The BassPro near my house has a room set aside for testing all of their archery gear with 2D and 3D targets inside the room. It is best to go there during the week-day during "normal working hours" to test the different choices available as the chances of checking things out on the weekend are next-to-nil due to the high-volume-of-people there.

Here is an online review of my crossbow (no, I didn't do the review, someone else did): http://crossbow-review.com/ReviewPages/BarnettRevolutionAVi_page1.htm


----------



## cqp33

Very good review, thanks for the link NAEKID! mosquitomountainman, I will send an invite once I get my crossbow, I am not however providing any transportation reimbursements, sorry I am out of travel money in my travel expense fund for this fiscal year! lol

On a side note, I have found a ghost whisper 350 kit with a crank, the kit with a crank installed comes with 22" arrows, without the crank the kit comes with 20" arrows. I don't think the crank would change the size of arrows, is this a misprint? Also would you recommend a crank or just getting a pull rope or nothing at all?

Thanks for the input on this issue, great to have someone with some background jump in to assist me with my initial crossbow purchase! Thanks again guys, awesome to be here on many levels!


----------



## NaeKid

I personally don't use a crank or a pull-rope or anything like that. I just put my foot in the stirrup, grab the string, pull till it locks in, check the string's placement and then I am good to put the arrow on.

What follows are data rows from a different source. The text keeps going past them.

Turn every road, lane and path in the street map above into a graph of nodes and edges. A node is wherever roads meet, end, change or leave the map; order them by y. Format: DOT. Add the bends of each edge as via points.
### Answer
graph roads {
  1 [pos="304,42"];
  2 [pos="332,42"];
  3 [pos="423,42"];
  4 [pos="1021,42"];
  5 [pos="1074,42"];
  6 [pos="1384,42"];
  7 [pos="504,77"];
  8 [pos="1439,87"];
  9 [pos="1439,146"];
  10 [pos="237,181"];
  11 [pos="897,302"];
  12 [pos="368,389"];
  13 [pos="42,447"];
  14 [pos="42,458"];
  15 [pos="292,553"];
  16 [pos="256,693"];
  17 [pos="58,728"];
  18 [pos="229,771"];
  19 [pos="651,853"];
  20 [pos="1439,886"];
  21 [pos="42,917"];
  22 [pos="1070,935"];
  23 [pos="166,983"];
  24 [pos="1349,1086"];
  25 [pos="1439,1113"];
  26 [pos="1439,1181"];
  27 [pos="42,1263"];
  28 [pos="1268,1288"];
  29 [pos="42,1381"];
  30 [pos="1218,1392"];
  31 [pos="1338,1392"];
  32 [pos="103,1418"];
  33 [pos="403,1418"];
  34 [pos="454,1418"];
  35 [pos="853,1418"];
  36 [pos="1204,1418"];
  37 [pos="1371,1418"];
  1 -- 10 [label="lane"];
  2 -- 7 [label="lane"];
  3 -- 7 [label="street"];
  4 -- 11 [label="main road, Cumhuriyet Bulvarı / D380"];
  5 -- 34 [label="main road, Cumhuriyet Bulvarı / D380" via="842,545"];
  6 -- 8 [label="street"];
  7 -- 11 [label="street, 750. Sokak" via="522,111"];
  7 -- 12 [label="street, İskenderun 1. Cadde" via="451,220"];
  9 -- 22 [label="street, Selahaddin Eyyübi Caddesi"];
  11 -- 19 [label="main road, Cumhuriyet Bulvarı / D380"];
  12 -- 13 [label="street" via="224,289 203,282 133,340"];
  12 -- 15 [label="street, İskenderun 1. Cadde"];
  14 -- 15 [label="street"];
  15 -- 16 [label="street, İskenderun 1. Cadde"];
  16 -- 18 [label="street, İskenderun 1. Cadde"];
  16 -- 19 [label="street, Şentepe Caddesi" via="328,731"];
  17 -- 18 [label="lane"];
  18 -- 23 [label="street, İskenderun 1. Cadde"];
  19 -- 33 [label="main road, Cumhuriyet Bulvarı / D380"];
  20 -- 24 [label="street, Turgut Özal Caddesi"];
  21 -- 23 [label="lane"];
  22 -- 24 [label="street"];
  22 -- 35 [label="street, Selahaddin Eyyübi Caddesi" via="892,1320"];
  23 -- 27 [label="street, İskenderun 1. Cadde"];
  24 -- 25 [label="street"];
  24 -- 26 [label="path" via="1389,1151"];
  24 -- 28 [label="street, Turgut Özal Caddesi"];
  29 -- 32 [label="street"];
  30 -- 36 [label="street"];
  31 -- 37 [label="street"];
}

There are other forums dedicated to cross-bows - I learned alot from those other members when I first got my cross-bow, I still learn from them (and members here). Lots of good stuff to know!


----------



## mosquitomountainman

NaeKid said:


> I personally don't use a crank or a pull-rope or anything like that. I just put my foot in the stirrup, grab the string, pull till it locks in, check the string's placement and then I am good to put the arrow on. ...


That's how I do it.


----------



## cqp33

Good to know guys thanks again, probably just saved me some money too and that is always a plus!


----------